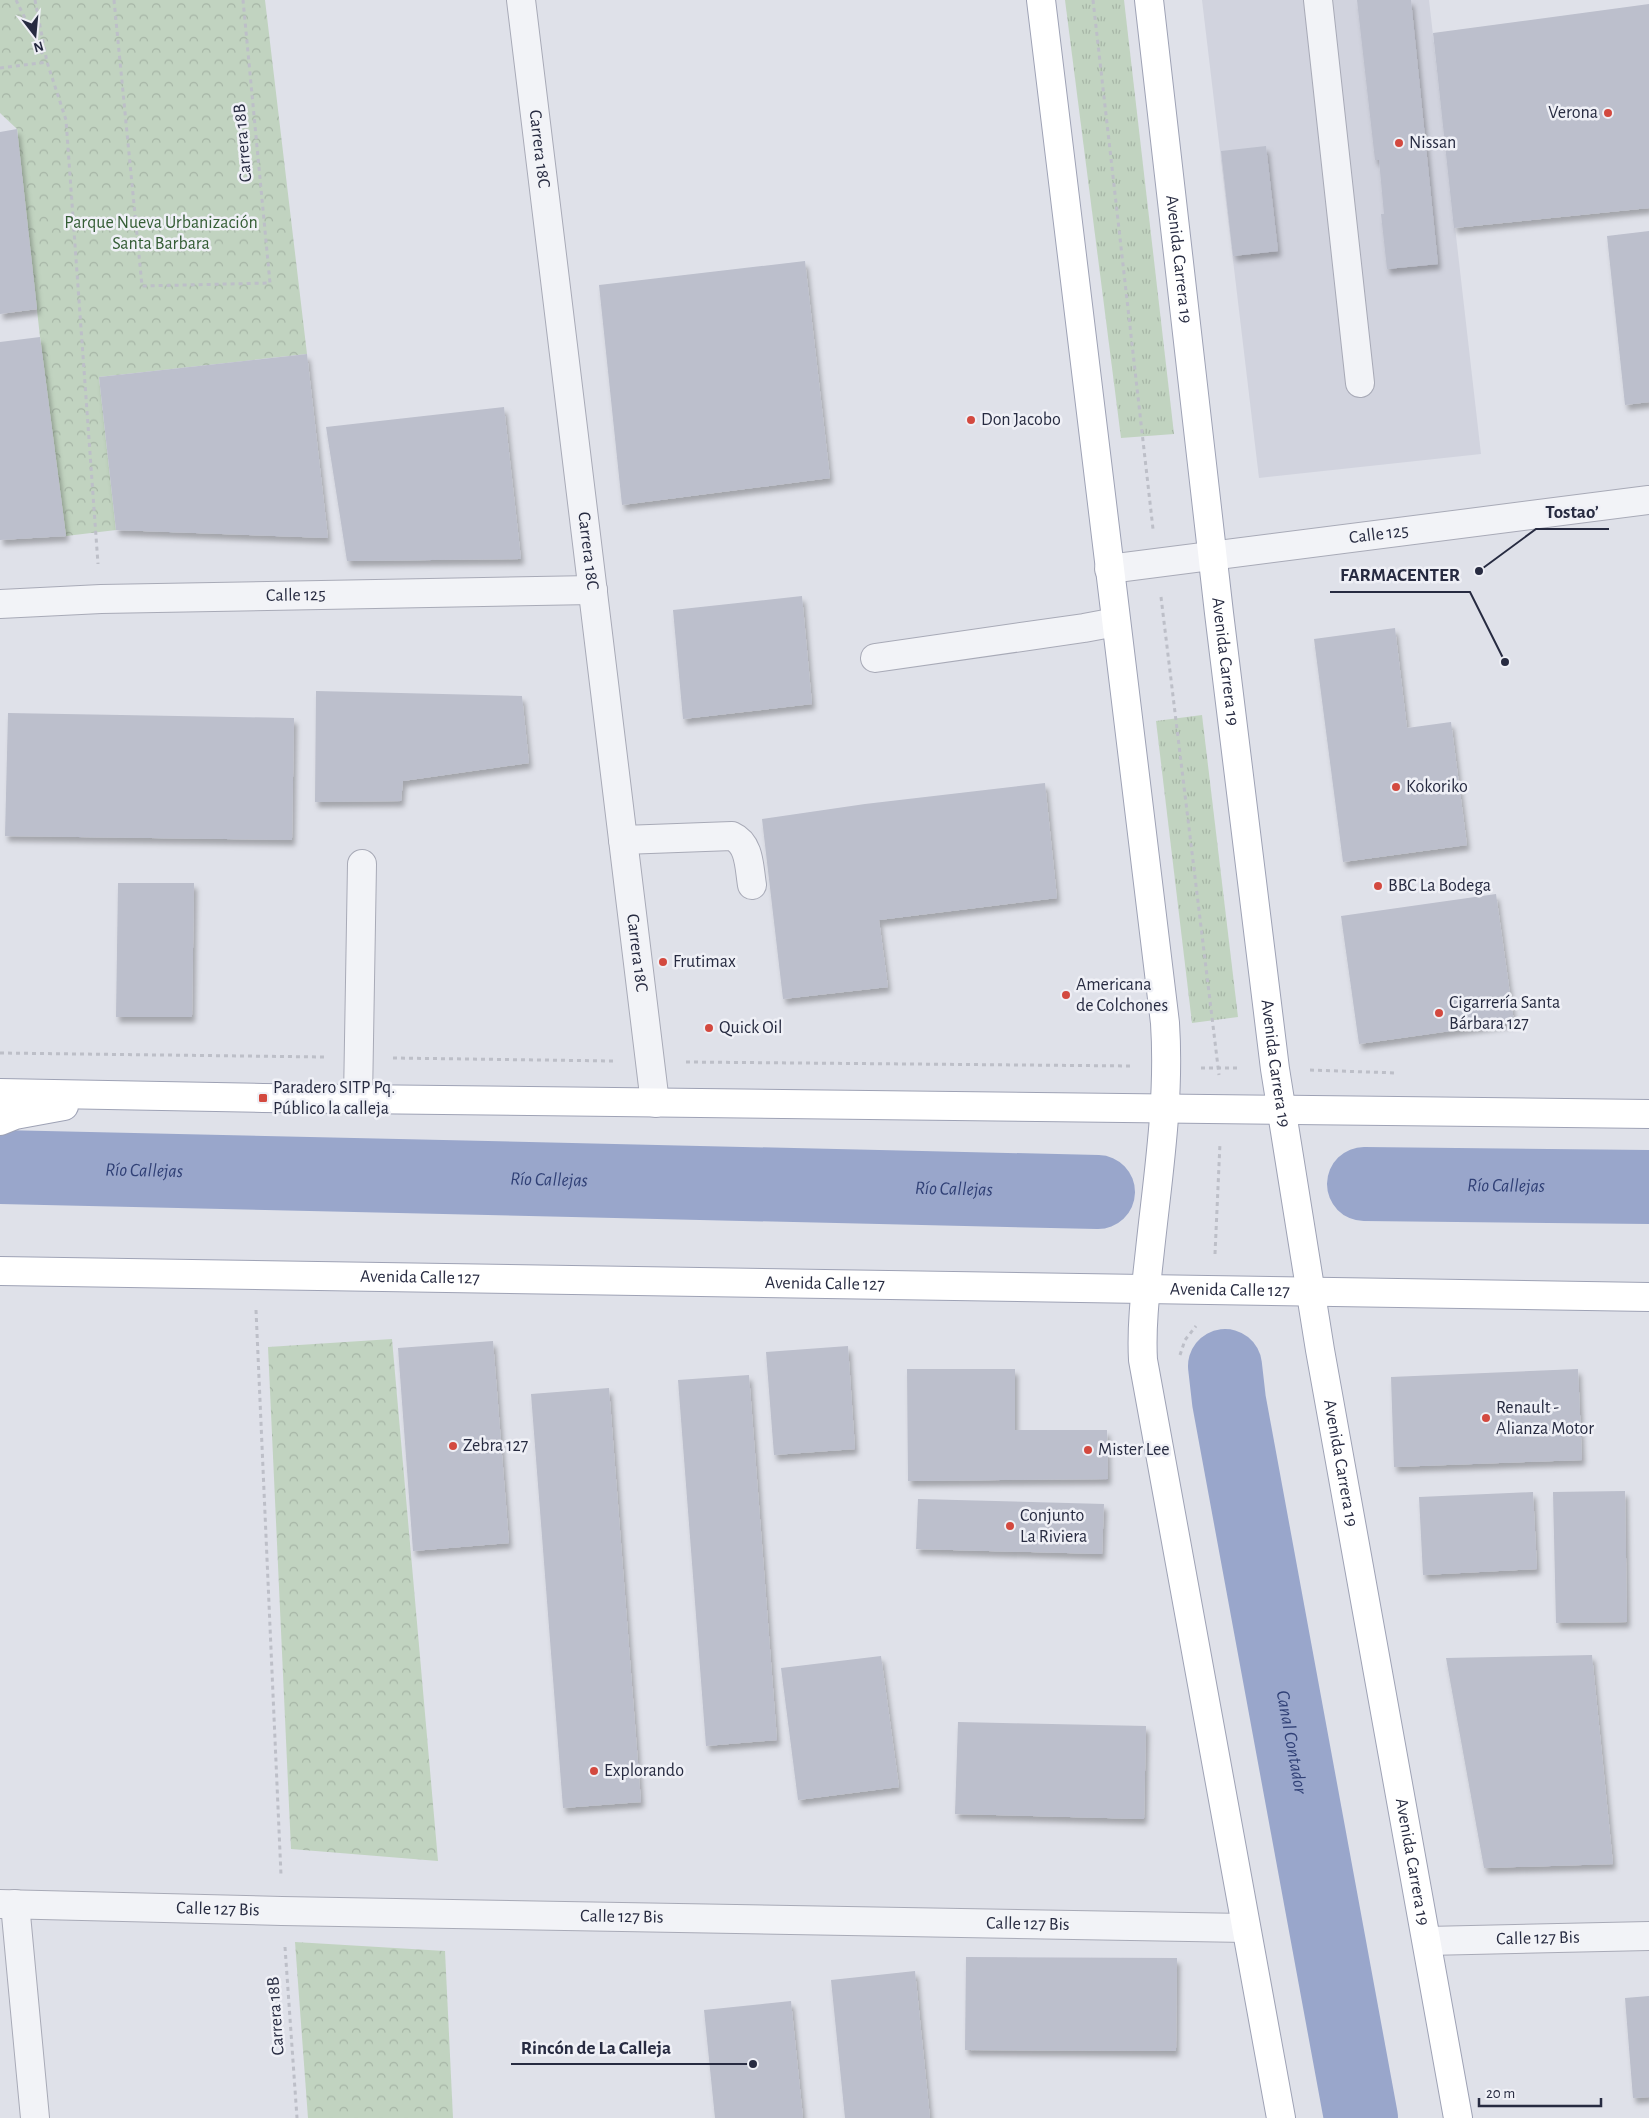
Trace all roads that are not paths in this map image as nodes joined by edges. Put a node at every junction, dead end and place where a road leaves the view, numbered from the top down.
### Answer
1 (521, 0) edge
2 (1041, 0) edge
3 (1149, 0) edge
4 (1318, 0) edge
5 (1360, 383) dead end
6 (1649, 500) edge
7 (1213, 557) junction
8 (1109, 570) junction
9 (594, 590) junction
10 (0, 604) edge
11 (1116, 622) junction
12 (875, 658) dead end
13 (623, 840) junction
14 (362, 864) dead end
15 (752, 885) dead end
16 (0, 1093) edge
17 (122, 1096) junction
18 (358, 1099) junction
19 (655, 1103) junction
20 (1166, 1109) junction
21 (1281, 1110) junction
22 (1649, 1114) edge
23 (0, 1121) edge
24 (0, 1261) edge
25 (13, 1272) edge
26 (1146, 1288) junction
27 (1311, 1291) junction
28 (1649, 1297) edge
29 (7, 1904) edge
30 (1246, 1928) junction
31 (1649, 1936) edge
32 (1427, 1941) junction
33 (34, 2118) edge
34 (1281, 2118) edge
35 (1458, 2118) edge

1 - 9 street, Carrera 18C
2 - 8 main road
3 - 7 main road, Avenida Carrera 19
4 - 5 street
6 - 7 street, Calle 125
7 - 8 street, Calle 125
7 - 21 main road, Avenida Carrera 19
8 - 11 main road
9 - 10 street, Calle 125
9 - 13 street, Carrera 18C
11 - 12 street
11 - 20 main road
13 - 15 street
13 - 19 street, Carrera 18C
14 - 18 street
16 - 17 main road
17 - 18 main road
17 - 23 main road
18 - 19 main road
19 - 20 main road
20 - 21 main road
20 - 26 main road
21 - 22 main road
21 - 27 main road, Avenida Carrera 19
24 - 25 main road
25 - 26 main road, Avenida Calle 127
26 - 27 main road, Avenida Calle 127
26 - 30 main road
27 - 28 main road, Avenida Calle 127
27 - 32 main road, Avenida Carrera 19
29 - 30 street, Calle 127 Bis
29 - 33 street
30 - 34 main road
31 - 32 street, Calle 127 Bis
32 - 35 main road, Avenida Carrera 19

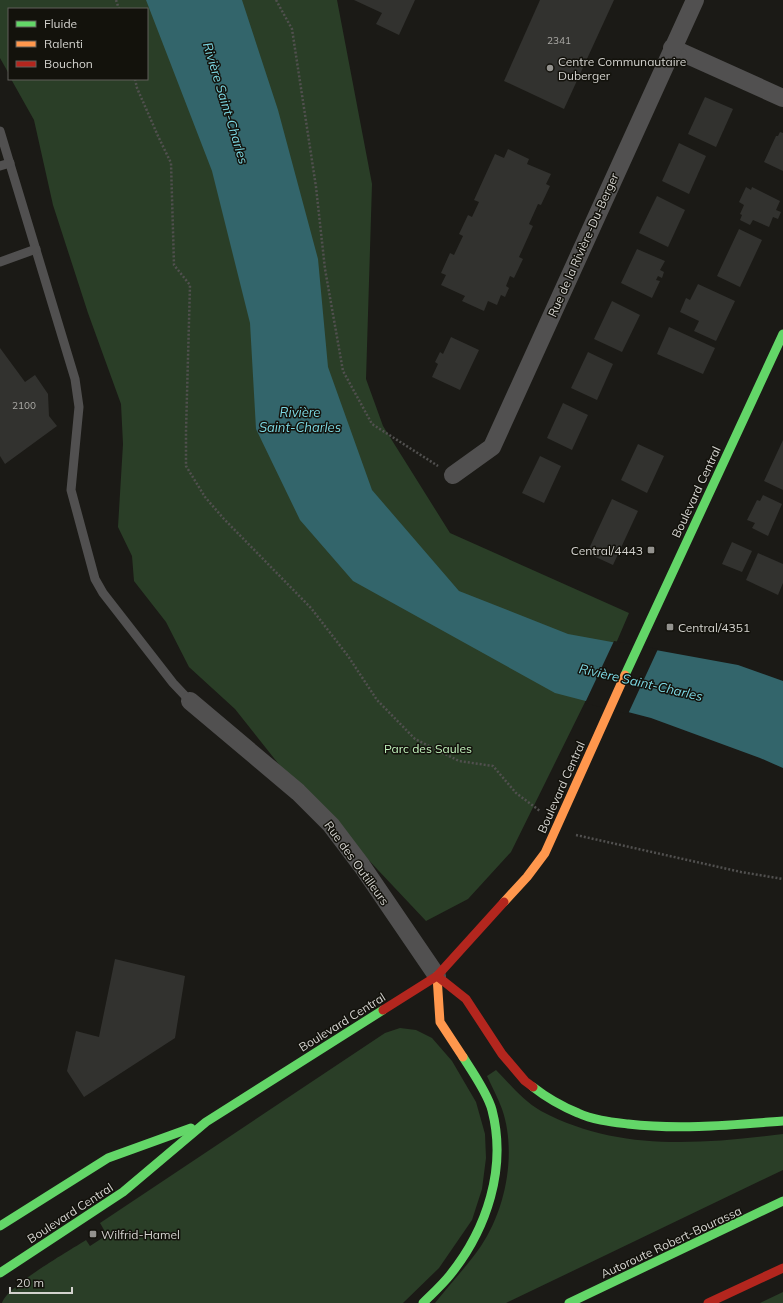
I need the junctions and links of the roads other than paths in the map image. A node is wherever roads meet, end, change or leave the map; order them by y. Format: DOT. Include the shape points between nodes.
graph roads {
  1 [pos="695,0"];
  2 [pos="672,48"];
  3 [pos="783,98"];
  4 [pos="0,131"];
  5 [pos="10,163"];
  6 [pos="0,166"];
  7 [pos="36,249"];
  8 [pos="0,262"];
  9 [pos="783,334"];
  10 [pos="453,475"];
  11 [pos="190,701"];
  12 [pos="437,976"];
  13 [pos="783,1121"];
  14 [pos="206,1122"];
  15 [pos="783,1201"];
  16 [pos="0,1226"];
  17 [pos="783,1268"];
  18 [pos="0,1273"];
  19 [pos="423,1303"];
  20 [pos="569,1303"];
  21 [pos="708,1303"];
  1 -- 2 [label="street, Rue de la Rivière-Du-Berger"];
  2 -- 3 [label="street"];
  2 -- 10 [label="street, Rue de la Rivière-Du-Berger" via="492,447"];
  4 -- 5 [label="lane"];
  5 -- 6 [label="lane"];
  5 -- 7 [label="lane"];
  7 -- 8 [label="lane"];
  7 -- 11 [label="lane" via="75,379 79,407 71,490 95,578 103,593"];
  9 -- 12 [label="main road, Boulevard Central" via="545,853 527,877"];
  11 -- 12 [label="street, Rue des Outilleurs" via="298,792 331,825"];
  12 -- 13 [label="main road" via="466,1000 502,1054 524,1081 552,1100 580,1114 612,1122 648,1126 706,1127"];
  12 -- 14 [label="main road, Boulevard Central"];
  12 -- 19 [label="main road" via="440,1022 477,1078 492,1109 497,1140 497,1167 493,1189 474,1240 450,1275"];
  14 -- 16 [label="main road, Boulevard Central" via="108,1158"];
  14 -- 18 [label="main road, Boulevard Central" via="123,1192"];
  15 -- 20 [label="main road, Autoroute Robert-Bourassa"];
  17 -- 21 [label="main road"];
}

————————

## Work order
In the listing above, how many lines hold the string "dead"? Only the number is to be reported.

## Response below
5